RECORDS FOR PROCESSING
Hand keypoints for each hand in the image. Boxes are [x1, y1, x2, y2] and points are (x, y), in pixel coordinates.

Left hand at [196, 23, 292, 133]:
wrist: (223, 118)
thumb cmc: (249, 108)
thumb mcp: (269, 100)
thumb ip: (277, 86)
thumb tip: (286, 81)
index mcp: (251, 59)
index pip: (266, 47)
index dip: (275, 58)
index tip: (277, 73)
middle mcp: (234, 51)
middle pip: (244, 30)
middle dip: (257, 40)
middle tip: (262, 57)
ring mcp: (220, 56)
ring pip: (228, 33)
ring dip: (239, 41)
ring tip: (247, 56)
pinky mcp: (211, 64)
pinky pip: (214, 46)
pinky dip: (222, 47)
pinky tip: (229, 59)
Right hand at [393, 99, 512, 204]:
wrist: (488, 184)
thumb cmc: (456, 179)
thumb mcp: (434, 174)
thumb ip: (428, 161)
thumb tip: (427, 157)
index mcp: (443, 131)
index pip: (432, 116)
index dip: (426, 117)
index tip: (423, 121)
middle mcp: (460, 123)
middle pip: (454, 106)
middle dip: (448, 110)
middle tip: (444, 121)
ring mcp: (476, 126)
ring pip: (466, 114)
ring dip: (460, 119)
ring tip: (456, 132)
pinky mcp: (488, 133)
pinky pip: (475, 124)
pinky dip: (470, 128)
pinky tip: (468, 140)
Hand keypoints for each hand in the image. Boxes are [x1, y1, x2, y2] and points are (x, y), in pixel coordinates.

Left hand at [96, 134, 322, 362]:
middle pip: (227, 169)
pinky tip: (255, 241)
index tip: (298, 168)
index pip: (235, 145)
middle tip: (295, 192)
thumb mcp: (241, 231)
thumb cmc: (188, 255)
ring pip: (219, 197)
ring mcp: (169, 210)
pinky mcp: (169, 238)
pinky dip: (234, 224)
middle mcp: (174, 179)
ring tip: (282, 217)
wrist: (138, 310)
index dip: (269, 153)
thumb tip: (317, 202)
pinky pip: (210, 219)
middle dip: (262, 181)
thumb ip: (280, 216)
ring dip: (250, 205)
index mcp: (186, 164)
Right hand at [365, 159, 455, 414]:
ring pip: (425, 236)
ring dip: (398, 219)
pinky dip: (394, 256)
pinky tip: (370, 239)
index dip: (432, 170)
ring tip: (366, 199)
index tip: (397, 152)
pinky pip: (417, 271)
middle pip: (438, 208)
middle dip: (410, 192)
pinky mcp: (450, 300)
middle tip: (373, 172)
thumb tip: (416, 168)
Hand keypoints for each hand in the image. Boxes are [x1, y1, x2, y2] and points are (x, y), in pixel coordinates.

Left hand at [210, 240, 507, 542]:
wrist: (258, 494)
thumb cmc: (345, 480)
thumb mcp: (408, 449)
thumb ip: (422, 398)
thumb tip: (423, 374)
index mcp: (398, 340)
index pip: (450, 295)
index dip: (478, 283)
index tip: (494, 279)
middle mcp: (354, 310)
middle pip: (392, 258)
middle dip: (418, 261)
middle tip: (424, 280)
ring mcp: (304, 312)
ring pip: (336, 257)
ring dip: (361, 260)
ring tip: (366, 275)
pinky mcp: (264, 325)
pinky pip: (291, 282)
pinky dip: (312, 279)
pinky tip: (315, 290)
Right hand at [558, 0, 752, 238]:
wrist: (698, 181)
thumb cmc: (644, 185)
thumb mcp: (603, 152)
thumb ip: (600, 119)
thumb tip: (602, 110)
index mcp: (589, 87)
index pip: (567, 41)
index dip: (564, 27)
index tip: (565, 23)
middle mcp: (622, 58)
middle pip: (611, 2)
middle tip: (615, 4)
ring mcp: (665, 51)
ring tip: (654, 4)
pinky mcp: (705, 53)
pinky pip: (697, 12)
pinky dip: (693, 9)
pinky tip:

AIM OF THE EXERCISE
The lines from the one holding "index tip: (565, 23)" to the last line of the entries, both included: retype them exactly and give nothing else.

ANSWER BOX
index tip: (565, 23)
middle mcp: (622, 58)
middle pip: (611, 2)
middle tip: (615, 4)
ring mcp: (665, 51)
ring tip: (654, 4)
pinky mcp: (705, 53)
pinky pip: (697, 12)
pinky dip: (693, 9)
pinky tip:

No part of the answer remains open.